BEGIN

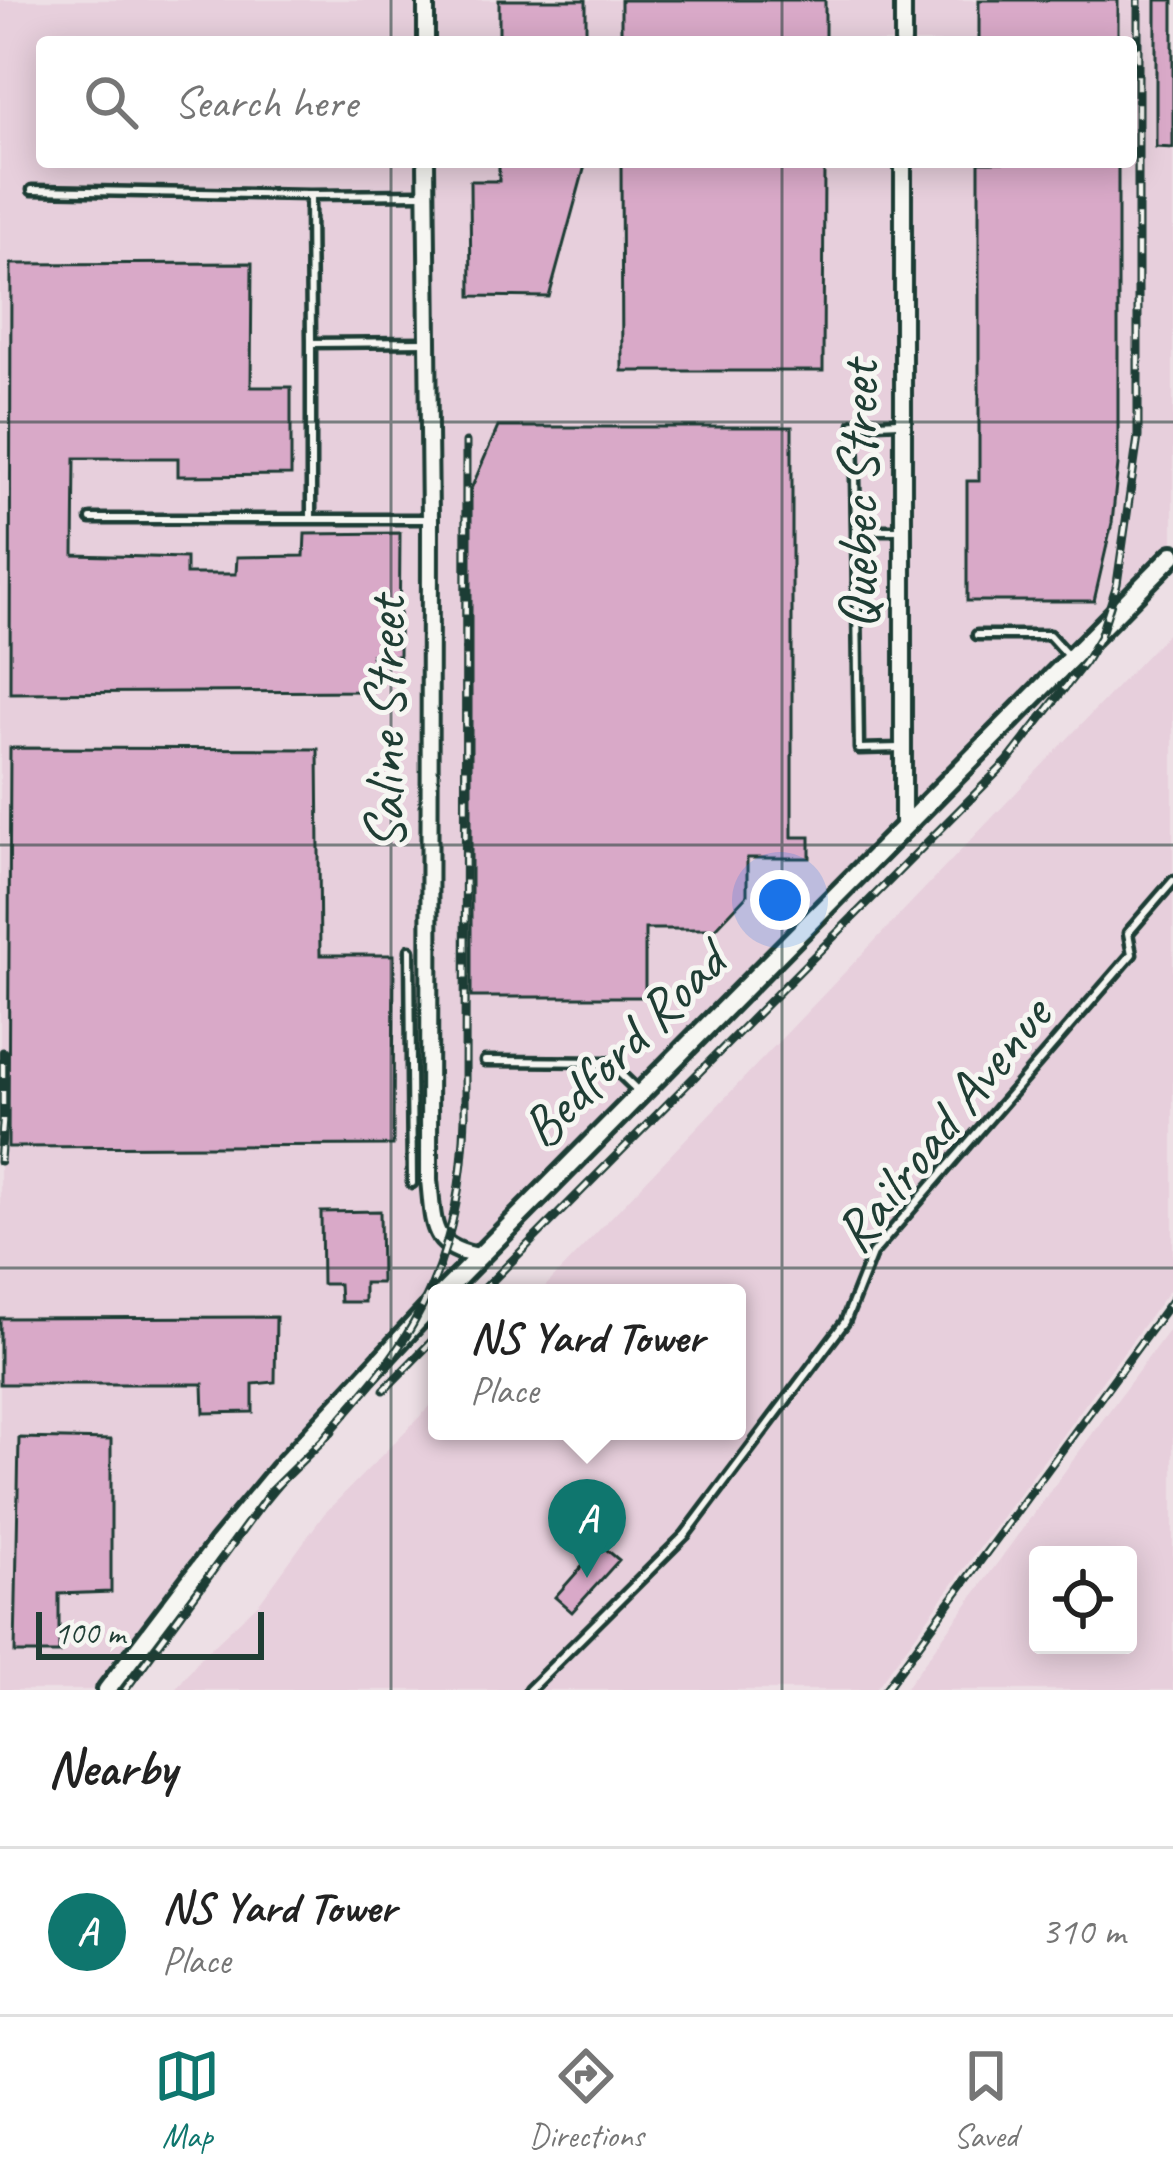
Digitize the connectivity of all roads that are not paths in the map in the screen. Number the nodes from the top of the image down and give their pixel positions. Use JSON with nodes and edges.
{"nodes":[{"id":1,"x":426,"y":0,"type":"edge"},
{"id":2,"x":903,"y":0,"type":"edge"},
{"id":3,"x":426,"y":36,"type":"edge"},
{"id":4,"x":903,"y":36,"type":"edge"},
{"id":5,"x":426,"y":168,"type":"edge"},
{"id":6,"x":903,"y":168,"type":"edge"},
{"id":7,"x":32,"y":190,"type":"dead end"},
{"id":8,"x":426,"y":194,"type":"junction"},
{"id":9,"x":310,"y":195,"type":"junction"},
{"id":10,"x":426,"y":342,"type":"junction"},
{"id":11,"x":310,"y":343,"type":"junction"},
{"id":12,"x":903,"y":422,"type":"junction"},
{"id":13,"x":91,"y":519,"type":"dead end"},
{"id":14,"x":311,"y":519,"type":"junction"},
{"id":15,"x":430,"y":519,"type":"junction"},
{"id":16,"x":856,"y":530,"type":"junction"},
{"id":17,"x":903,"y":530,"type":"junction"},
{"id":18,"x":1173,"y":555,"type":"edge"},
{"id":19,"x":977,"y":635,"type":"dead end"},
{"id":20,"x":1070,"y":659,"type":"junction"},
{"id":21,"x":903,"y":748,"type":"junction"},
{"id":22,"x":903,"y":827,"type":"junction"},
{"id":23,"x":1173,"y":880,"type":"edge"},
{"id":24,"x":410,"y":950,"type":"dead end"},
{"id":25,"x":410,"y":1036,"type":"junction"},
{"id":26,"x":429,"y":1037,"type":"junction"},
{"id":27,"x":485,"y":1060,"type":"dead end"},
{"id":28,"x":640,"y":1093,"type":"junction"},
{"id":29,"x":412,"y":1183,"type":"dead end"},
{"id":30,"x":480,"y":1256,"type":"junction"},
{"id":31,"x":452,"y":1284,"type":"edge"},
{"id":32,"x":428,"y":1310,"type":"edge"},
{"id":33,"x":106,"y":1690,"type":"edge"},
{"id":34,"x":529,"y":1690,"type":"edge"}],
"edges":[{"from":1,"to":3,"type":"street"},
{"from":2,"to":4,"type":"street"},
{"from":5,"to":8,"type":"street","name":"Saline Street"},
{"from":6,"to":12,"type":"street","name":"Quebec Street"},
{"from":7,"to":9,"type":"lane"},
{"from":8,"to":9,"type":"lane"},
{"from":8,"to":10,"type":"street","name":"Saline Street"},
{"from":9,"to":11,"type":"lane"},
{"from":10,"to":11,"type":"lane"},
{"from":10,"to":15,"type":"street","name":"Saline Street"},
{"from":11,"to":14,"type":"lane"},
{"from":12,"to":16,"type":"lane"},
{"from":12,"to":17,"type":"street","name":"Quebec Street"},
{"from":13,"to":14,"type":"lane"},
{"from":14,"to":15,"type":"lane"},
{"from":15,"to":26,"type":"street","name":"Saline Street"},
{"from":16,"to":17,"type":"lane"},
{"from":16,"to":21,"type":"lane"},
{"from":17,"to":21,"type":"street","name":"Quebec Street"},
{"from":18,"to":20,"type":"street","name":"Bedford Road"},
{"from":19,"to":20,"type":"lane"},
{"from":20,"to":22,"type":"street","name":"Bedford Road"},
{"from":21,"to":22,"type":"street","name":"Quebec Street"},
{"from":22,"to":28,"type":"street","name":"Bedford Road"},
{"from":23,"to":34,"type":"lane","name":"Railroad Avenue"},
{"from":24,"to":25,"type":"lane"},
{"from":25,"to":26,"type":"lane"},
{"from":25,"to":29,"type":"lane"},
{"from":26,"to":30,"type":"street","name":"Saline Street"},
{"from":27,"to":28,"type":"lane"},
{"from":28,"to":30,"type":"street","name":"Bedford Road"},
{"from":30,"to":31,"type":"street","name":"Bedford Road"},
{"from":32,"to":33,"type":"street"}]}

END

- _Problem details_
This exercise calls for the complete listing, returned exactly and without images.

- _Answer for this exercise_
Digitize the connectivity of all roads that are not paths in the map in the screen. Number the nodes from the top of the image down and give their pixel positions. Use JSON with nodes and edges.
{"nodes":[{"id":1,"x":426,"y":0,"type":"edge"},
{"id":2,"x":903,"y":0,"type":"edge"},
{"id":3,"x":426,"y":36,"type":"edge"},
{"id":4,"x":903,"y":36,"type":"edge"},
{"id":5,"x":426,"y":168,"type":"edge"},
{"id":6,"x":903,"y":168,"type":"edge"},
{"id":7,"x":32,"y":190,"type":"dead end"},
{"id":8,"x":426,"y":194,"type":"junction"},
{"id":9,"x":310,"y":195,"type":"junction"},
{"id":10,"x":426,"y":342,"type":"junction"},
{"id":11,"x":310,"y":343,"type":"junction"},
{"id":12,"x":903,"y":422,"type":"junction"},
{"id":13,"x":91,"y":519,"type":"dead end"},
{"id":14,"x":311,"y":519,"type":"junction"},
{"id":15,"x":430,"y":519,"type":"junction"},
{"id":16,"x":856,"y":530,"type":"junction"},
{"id":17,"x":903,"y":530,"type":"junction"},
{"id":18,"x":1173,"y":555,"type":"edge"},
{"id":19,"x":977,"y":635,"type":"dead end"},
{"id":20,"x":1070,"y":659,"type":"junction"},
{"id":21,"x":903,"y":748,"type":"junction"},
{"id":22,"x":903,"y":827,"type":"junction"},
{"id":23,"x":1173,"y":880,"type":"edge"},
{"id":24,"x":410,"y":950,"type":"dead end"},
{"id":25,"x":410,"y":1036,"type":"junction"},
{"id":26,"x":429,"y":1037,"type":"junction"},
{"id":27,"x":485,"y":1060,"type":"dead end"},
{"id":28,"x":640,"y":1093,"type":"junction"},
{"id":29,"x":412,"y":1183,"type":"dead end"},
{"id":30,"x":480,"y":1256,"type":"junction"},
{"id":31,"x":452,"y":1284,"type":"edge"},
{"id":32,"x":428,"y":1310,"type":"edge"},
{"id":33,"x":106,"y":1690,"type":"edge"},
{"id":34,"x":529,"y":1690,"type":"edge"}],
"edges":[{"from":1,"to":3,"type":"street"},
{"from":2,"to":4,"type":"street"},
{"from":5,"to":8,"type":"street","name":"Saline Street"},
{"from":6,"to":12,"type":"street","name":"Quebec Street"},
{"from":7,"to":9,"type":"lane"},
{"from":8,"to":9,"type":"lane"},
{"from":8,"to":10,"type":"street","name":"Saline Street"},
{"from":9,"to":11,"type":"lane"},
{"from":10,"to":11,"type":"lane"},
{"from":10,"to":15,"type":"street","name":"Saline Street"},
{"from":11,"to":14,"type":"lane"},
{"from":12,"to":16,"type":"lane"},
{"from":12,"to":17,"type":"street","name":"Quebec Street"},
{"from":13,"to":14,"type":"lane"},
{"from":14,"to":15,"type":"lane"},
{"from":15,"to":26,"type":"street","name":"Saline Street"},
{"from":16,"to":17,"type":"lane"},
{"from":16,"to":21,"type":"lane"},
{"from":17,"to":21,"type":"street","name":"Quebec Street"},
{"from":18,"to":20,"type":"street","name":"Bedford Road"},
{"from":19,"to":20,"type":"lane"},
{"from":20,"to":22,"type":"street","name":"Bedford Road"},
{"from":21,"to":22,"type":"street","name":"Quebec Street"},
{"from":22,"to":28,"type":"street","name":"Bedford Road"},
{"from":23,"to":34,"type":"lane","name":"Railroad Avenue"},
{"from":24,"to":25,"type":"lane"},
{"from":25,"to":26,"type":"lane"},
{"from":25,"to":29,"type":"lane"},
{"from":26,"to":30,"type":"street","name":"Saline Street"},
{"from":27,"to":28,"type":"lane"},
{"from":28,"to":30,"type":"street","name":"Bedford Road"},
{"from":30,"to":31,"type":"street","name":"Bedford Road"},
{"from":32,"to":33,"type":"street"}]}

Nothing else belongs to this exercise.